My contract was paid off in instalments. Small people like me don't understand contracts. The money should've covered what I was paying for, drills etcetera, but the guy paying couldn't pay anymore. The ruse came about to get me and the van on a supposed job. They just wanted to take the van off me. Guy had an iron bar on him. They took the van.

But you've got to have something to start with, to keep you going. Where I grew up, on the estate, there was a guy who went around with a handcart with a couple of buckets, working from that he was a plumber. Nowadays you need a vehicle to run a business. I lost my van.

David Bowie was a big influence on my life. He wrote songs that start in a jumble and it becomes something good. But I'm a dyslexic and I can't read what I wrote anyway. A lot of people come in here (The Wellspring) and you get whacked with their frustration. It comes out in violence. You've got to be like the horse-whisperer, you've got to see other signs, other ways. Deal with that person's emotions.

If you can't imagine something you can't deal with it. I've been homeless and I can imagine that. Normally, solutions can't come instantly. Sleep on it and that answer comes easily the next day. Life's a dance, it can be resolved in a glance, or some chest-throwing, or violence. We forget that we're animals, think we are the most superior thing on earth and we're not. The most intelligent thing if you ask me is a virus, because it has the ability to revive itself. How many times have we said we've crushed Ebola? And yet it's still standing, still mutating and is that not intelligence? Life is resistance, it's how you meet it.
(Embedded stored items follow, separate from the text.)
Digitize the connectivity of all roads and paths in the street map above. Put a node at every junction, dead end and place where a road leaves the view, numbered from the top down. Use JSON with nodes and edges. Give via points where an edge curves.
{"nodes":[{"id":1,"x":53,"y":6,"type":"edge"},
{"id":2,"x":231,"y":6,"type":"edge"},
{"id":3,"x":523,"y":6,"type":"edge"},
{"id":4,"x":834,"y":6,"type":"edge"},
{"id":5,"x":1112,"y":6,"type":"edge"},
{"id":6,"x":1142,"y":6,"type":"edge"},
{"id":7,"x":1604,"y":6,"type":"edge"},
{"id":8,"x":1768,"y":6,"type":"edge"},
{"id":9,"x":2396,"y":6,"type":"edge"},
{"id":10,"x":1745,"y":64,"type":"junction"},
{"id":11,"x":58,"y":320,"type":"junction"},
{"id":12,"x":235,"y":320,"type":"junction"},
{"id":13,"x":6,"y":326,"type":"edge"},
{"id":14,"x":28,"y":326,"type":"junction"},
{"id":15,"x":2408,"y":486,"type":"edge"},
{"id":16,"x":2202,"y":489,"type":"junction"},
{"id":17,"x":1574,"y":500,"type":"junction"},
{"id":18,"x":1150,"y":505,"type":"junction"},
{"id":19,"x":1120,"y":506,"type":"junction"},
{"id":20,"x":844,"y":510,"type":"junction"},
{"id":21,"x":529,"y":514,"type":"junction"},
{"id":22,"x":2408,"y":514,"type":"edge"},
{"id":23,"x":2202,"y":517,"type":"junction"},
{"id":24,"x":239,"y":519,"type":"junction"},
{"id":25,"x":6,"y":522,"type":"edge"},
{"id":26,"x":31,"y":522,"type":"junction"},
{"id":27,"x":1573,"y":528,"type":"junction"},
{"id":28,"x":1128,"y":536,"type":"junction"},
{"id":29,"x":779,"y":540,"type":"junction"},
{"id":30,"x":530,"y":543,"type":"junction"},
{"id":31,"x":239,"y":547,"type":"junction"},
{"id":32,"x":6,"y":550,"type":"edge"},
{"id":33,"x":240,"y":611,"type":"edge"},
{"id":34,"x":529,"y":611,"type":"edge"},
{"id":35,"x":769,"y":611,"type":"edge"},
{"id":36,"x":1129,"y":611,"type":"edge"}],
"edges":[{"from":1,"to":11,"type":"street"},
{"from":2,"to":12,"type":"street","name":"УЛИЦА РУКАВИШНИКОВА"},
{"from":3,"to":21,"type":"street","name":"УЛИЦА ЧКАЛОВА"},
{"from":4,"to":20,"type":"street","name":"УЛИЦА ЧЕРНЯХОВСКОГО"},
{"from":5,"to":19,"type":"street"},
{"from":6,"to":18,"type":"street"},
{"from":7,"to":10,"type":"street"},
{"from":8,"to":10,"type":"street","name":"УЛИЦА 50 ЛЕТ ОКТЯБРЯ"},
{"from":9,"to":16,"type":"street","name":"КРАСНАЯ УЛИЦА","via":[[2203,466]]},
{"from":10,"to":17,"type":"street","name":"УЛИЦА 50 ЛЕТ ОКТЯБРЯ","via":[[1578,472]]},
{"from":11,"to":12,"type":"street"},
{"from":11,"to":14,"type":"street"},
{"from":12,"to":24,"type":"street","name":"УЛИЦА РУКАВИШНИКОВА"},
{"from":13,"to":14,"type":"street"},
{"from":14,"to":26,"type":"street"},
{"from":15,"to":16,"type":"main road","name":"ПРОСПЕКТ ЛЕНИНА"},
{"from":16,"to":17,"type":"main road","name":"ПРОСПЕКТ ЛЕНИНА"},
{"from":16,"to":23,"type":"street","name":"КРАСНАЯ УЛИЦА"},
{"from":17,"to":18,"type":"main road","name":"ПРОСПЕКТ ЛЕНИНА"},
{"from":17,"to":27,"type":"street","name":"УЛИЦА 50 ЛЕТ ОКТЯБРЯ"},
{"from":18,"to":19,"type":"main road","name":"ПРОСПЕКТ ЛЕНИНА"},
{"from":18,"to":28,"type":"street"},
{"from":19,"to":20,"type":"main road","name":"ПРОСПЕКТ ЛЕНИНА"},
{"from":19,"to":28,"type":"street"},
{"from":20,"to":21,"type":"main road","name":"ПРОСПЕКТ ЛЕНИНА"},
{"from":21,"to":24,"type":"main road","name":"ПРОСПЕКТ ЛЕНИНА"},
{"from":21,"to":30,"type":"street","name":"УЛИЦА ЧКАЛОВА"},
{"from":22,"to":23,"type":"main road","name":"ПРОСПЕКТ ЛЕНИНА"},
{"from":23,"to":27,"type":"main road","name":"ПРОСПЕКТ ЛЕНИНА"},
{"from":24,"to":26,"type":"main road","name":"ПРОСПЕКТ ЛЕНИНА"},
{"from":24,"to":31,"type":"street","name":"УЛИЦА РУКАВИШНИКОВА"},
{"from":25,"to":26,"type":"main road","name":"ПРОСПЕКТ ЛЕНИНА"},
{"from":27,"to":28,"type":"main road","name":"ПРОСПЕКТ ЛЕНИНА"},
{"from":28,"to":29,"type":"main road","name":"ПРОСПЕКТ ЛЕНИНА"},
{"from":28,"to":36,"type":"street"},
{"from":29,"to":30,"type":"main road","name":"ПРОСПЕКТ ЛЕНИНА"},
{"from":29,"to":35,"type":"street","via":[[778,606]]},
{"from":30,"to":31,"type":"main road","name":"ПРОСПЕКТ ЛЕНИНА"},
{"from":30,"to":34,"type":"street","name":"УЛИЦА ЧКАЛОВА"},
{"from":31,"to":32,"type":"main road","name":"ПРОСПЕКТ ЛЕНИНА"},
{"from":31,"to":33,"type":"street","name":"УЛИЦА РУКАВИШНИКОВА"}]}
The Falklands War. A profound thing upsets British military forces, because they're unusual, they're compassionate. They came down to Goose Green and they met young conscripts from Argentina, boys less than 18. It knocked them back. The Argentinians could've won. It's another pattern. If they'd used that information, it could've made all the difference to the war. That's hindsight. The Enigma Code was broken not by logical thinking, but pattern.

Politicians! We're just beating people up, we gotta start praising. This political thing, everyone's suffering. Can you tell me is an single one of them working for people who are on low wage, or no wage? Cos if they really were, this place would be empty. We're told the National Debt is being managed, but it's trillions and no one can comprehend it. Cameron is just lining the pockets of the rich so they can survive recession.

We've got to help all the people. Do we want this to continue? (Gestures to all of the people in The Wellspring.)


The Homeless Library is a project devised by arthur+martha to document the heritage of homelessness using interviews, artworks, poetry. It is supported by the Heritage Lottery Fund.